In contemporary usage, the Latin cross is mostly used to represent all of Christianity and Christendom, depicting the central Christian tenet that Jesus sacrificed himself for humanity upon it, atoning for the sins of the world. It is especially used among the denominations of Western Christianity, including the Roman Catholic tradition and several Protestant traditions, such as Lutheranism, Moravianism, Anglicanism, Methodism, and Reformed Christianity, as well as by Anabaptists, Baptists, and Pentecostals. In certain periods, such as during the 16th-century English Reformation of the Anglican Church, the Latin cross was disfavored by a minority of theologians such as Nicholas Ridley, though in the overall history of the Western Christian Churches, this was short-lived.

==Cruciform churches==

Color-coded Latin cross floor plan

A Latin cross plan is a floor plan found in many Christian churches and cathedrals. When looked at from above or in plan view it takes the shape of a Latin cross (crux immissa). Such cruciform churches were very common in the West during the Romanesque period.
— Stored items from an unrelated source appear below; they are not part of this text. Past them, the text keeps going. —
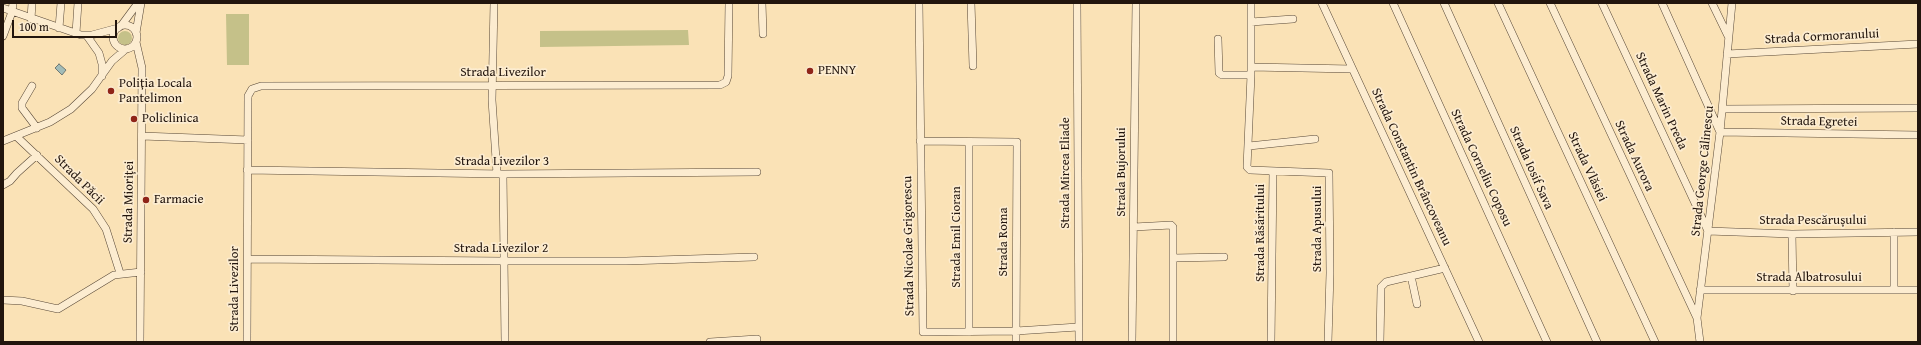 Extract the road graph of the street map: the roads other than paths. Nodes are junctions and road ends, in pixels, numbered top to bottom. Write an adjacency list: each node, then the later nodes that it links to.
1 (13, 3): 25 (street)
2 (32, 3): 26 (street)
3 (61, 3): 30 (street)
4 (78, 3): 31 (street)
5 (138, 3): 29 (street)
6 (141, 3): 33 (street)
7 (494, 3): 51 (street)
8 (729, 3): 51 (street, Strada Livezilor)
9 (762, 3): 34 (street)
10 (919, 3): 63 (street, Strada Nicolae Grigorescu)
11 (971, 3): 46 (street)
12 (1077, 3): 93 (street, Strada Mircea Eliade)
13 (1136, 3): 72 (street, Strada Bujorului)
14 (1251, 3): 28 (street, Strada Răsăritului)
15 (1322, 3): 48 (street, Strada Constantin Brâncoveanu)
16 (1393, 3): 109 (street, Strada Corneliu Coposu)
17 (1444, 3): 110 (street, Strada Iosif Sava)
18 (1498, 3): 111 (street, Strada Vlăsiei)
19 (1550, 3): 92 (street, Strada Aurora)
20 (1602, 3): 73 (street, Strada Marin Preda)
21 (1662, 3): 56 (street)
22 (1712, 3): 37 (street)
23 (1732, 3): 37 (street, Strada George Călinescu)
24 (3, 8): 25 (street)
25 (12, 12): 26 (street); 35 (street)
26 (31, 18): 30 (street)
27 (1293, 19): 28 (street)
28 (1251, 22): 47 (street, Strada Răsăritului)
29 (119, 27): 32 (street); 33 (street); 39 (street)
30 (59, 28): 31 (street)
31 (76, 33): 36 (street)
32 (98, 33): 36 (street); 39 (street)
33 (136, 33): 40 (street)
34 (763, 34)
35 (3, 36)
36 (87, 36): 50 (street)
37 (1728, 36): 43 (street, Strada George Călinescu)
38 (1218, 39): 49 (street)
39 (114, 42): 42 (street); 44 (street)
40 (136, 42): 42 (street); 45 (street, Strada Mioriței)
41 (1918, 44): 43 (street, Strada Cormoranului)
42 (127, 49): 44 (street); 45 (street)
43 (1727, 54): 54 (street, Strada George Călinescu)
44 (112, 61): 50 (street)
45 (141, 63): 59 (street, Strada Mioriței)
46 (973, 66)
47 (1251, 67): 48 (street); 49 (street, Strada Răsăritului)
48 (1352, 69): 82 (street, Strada Constantin Brâncoveanu)
49 (1251, 75): 65 (street, Strada Răsăritului)
50 (102, 76): 55 (street)
51 (492, 84): 60 (street, Strada Livezilor); 70 (street)
52 (32, 86): 55 (street)
53 (1918, 108): 54 (street)
54 (1722, 109): 56 (street, Strada George Călinescu)
55 (37, 128): 58 (street)
56 (1720, 132): 57 (street, Strada Egretei); 73 (street, Strada George Călinescu)
57 (1918, 135)
58 (16, 136): 62 (street); 66 (street, Strada Păcii)
59 (142, 136): 60 (street); 83 (street, Strada Mioriței)
60 (248, 140): 67 (street, Strada Livezilor)
61 (1315, 140): 65 (street)
62 (3, 141)
63 (920, 141): 64 (street); 95 (street, Strada Nicolae Grigorescu)
64 (969, 142): 94 (street, Strada Roma); 95 (street, Strada Emil Cioran)
65 (1249, 146): 68 (street, Strada Răsăritului)
66 (37, 155): 71 (street); 84 (street, Strada Păcii)
67 (247, 170): 70 (street, Strada Livezilor 3); 80 (street, Strada Livezilor)
68 (1273, 171): 105 (street, Strada Răsăritului); 106 (street, Strada Apusului)
69 (757, 172): 70 (street, Strada Livezilor 3)
70 (500, 174): 81 (street)
71 (3, 185)
72 (1134, 226): 79 (street); 103 (street, Strada Bujorului)
73 (1708, 231): 76 (street, Strada Pescărușului); 86 (street, Strada George Călinescu)
74 (1894, 232): 75 (street, Strada Pescărușului); 76 (street, Strada Pescărușului); 87 (street)
75 (1918, 232)
76 (1792, 234): 89 (street)
77 (754, 257): 81 (street, Strada Livezilor 2)
78 (1224, 257): 79 (street)
79 (1173, 258): 104 (street)
80 (248, 260): 81 (street, Strada Livezilor 2); 98 (street, Strada Livezilor)
81 (504, 262): 99 (street)
82 (1445, 268): 85 (street); 108 (street, Strada Constantin Brâncoveanu)
83 (141, 272): 84 (street); 97 (street, Strada Mioriței)
84 (120, 273): 90 (street)
85 (1411, 276): 91 (street); 107 (street)
86 (1700, 290): 89 (street, Strada Albatrosului); 92 (street, Strada George Călinescu)
87 (1894, 290): 88 (street, Strada Albatrosului); 89 (street, Strada Albatrosului)
88 (1918, 290)
89 (1793, 291)
90 (4, 298)
91 (1417, 304)
92 (1697, 318): 112 (street, Strada George Călinescu)
93 (1078, 327): 94 (street, Strada Nicolae Grigorescu); 102 (street, Strada Mircea Eliade)
94 (1016, 331): 95 (street, Strada Nicolae Grigorescu); 101 (street, Strada Roma)
95 (969, 332)
96 (756, 339): 100 (street)
97 (140, 342)
98 (247, 342)
99 (505, 342)
100 (710, 342)
101 (1016, 342)
102 (1079, 342)
103 (1132, 342)
104 (1173, 342)
105 (1271, 342)
106 (1328, 342)
107 (1380, 342)
108 (1479, 342)
109 (1547, 342)
110 (1597, 342)
111 (1655, 342)
112 (1700, 342)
The ideal church plan tended to be symmetrical around a central point during the Renaissance. The longer arm of the Latin cross plan is the nave, which runs on an east–west axis and traditionally contains aisles or chapels. The transept crosses the nave, running north–south, and can be the same width as the nave, or extend further on both sides to create a more pronounced cross shape. The east end is the apse, which traditionally contains the choir, chancel, or presbytery. Many also have a narthex at the entry.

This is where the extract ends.